Wednesday, October 14, 2009

PBS: "Joan Baez: How Sweet the Sound"


On Wednesday, Oct. 14 2009 some PBS stations premiered an “American Masters” special, “Joan Baez: How Sweet the Sound”, directed by Mary Wharton (about 85 minutes). The link for the film is here.

Joan, born 1941, appears often in the film as she is today, with short hair, recalling her life. She says that her priorities were to be “a human being, a pacifist” and (only then) a “folk singer” (and songwriter, if not exactly “composer”). Political activism was her life’s work as much as music. Her relationships, including a marriage to David Harris that produced a son who appears in the film, came out of this “work”. The film contains footage of her visit to Hanoi and later the border of Cambodia, during which she learned what it was like to be in peril. It also accounts for her arrest at a draft induction center, where she met Harris. The film does cover a little of the controversy of the Vietnam era conscription.

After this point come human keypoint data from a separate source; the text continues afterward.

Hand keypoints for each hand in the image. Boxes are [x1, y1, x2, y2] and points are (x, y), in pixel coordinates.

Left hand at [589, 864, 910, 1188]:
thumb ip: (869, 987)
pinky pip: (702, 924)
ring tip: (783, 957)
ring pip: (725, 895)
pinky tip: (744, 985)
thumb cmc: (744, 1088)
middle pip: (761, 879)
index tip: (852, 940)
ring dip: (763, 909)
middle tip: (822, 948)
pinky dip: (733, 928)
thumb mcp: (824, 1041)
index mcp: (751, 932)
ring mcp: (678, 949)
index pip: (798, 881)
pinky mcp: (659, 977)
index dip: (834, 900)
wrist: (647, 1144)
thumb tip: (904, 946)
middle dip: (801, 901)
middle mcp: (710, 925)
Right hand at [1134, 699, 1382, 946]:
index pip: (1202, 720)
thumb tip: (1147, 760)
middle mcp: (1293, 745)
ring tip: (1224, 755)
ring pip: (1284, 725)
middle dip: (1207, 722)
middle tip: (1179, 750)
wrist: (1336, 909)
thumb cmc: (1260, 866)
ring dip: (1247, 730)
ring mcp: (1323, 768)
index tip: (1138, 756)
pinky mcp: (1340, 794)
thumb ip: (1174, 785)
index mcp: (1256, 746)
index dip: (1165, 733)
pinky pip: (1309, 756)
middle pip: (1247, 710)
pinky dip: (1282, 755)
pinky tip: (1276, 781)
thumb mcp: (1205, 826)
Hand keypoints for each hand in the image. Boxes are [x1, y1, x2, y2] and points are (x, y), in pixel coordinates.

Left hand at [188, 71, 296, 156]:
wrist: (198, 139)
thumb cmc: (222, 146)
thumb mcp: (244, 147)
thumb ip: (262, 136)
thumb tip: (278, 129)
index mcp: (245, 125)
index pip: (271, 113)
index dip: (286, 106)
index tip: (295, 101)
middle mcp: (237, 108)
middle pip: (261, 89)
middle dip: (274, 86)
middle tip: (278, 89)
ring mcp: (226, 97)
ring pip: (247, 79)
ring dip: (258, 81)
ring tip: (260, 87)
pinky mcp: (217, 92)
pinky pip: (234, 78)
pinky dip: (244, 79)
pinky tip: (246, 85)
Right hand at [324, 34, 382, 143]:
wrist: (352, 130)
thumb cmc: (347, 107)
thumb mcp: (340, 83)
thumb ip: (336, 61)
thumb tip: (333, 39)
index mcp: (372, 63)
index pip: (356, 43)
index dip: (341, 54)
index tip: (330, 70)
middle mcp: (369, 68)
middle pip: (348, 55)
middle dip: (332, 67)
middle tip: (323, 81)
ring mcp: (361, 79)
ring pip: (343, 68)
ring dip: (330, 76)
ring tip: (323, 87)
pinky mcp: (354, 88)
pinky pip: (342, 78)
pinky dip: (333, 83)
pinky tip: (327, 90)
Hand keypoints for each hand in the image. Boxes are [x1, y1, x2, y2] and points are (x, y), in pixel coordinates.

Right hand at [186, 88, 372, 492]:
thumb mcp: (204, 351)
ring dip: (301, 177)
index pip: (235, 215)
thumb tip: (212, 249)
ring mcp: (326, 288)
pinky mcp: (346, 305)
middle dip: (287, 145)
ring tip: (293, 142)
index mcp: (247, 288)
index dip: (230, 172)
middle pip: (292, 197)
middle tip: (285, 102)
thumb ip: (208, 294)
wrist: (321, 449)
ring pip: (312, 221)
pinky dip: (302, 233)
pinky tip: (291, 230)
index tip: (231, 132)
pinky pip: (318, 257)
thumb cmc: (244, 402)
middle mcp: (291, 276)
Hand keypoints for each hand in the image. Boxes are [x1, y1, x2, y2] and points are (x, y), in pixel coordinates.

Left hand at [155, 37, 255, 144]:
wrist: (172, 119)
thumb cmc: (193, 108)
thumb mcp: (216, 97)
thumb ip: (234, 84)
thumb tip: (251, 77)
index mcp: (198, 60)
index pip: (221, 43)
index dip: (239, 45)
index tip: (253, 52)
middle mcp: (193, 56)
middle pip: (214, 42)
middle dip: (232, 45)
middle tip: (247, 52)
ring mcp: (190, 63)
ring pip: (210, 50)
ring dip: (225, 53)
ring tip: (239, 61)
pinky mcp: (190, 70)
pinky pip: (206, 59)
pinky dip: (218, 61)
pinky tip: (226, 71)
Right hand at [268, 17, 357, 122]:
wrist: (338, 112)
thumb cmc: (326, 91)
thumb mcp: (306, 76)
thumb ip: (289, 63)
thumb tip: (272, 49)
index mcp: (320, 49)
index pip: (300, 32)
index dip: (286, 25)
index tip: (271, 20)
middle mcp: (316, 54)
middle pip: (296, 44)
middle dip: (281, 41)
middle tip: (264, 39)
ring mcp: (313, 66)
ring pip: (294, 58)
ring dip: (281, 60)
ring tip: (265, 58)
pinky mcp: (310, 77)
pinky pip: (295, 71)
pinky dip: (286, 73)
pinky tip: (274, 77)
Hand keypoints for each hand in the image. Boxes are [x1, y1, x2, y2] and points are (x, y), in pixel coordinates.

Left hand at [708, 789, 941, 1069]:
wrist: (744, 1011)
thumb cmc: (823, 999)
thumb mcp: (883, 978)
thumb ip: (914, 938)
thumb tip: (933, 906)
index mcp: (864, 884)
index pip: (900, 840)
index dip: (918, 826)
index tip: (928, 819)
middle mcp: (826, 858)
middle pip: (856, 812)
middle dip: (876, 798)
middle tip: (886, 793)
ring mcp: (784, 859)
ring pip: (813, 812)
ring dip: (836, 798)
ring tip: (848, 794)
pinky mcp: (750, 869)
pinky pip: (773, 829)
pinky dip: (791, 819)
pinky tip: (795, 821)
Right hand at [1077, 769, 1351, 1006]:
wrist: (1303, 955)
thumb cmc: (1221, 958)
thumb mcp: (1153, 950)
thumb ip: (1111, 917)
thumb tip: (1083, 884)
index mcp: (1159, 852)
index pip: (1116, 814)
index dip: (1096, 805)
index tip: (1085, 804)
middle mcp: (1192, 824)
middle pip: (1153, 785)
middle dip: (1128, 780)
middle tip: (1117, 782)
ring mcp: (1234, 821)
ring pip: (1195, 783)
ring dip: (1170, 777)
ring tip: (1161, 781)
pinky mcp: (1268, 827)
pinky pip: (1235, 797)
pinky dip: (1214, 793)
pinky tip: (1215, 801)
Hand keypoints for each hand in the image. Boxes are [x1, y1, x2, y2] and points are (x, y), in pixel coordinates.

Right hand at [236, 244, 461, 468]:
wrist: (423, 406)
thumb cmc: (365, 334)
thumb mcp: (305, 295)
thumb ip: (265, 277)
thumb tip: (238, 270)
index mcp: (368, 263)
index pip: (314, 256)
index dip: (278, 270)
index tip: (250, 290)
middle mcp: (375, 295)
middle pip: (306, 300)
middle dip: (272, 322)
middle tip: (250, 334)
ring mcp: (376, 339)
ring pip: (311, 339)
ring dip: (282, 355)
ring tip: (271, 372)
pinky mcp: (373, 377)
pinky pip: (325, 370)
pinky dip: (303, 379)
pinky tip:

When the government promoted the “duck and cover” campaign as part of the Cold War (the film shows a mushroom cloud), Baez refused to go home, proving that parents would not be able to get their kids to fallout shelters in time.

The film also covers her early music career, including the Newport recital.



This may sound like a bizarre recollection, but when I was a (mental health) "patient" at NIH in 1962 (the only patient on the ward who knew about the Cuban Missile Crisis) the unit's small vinyl record collection included records by Joan Baez (as well as the Kingston Trio).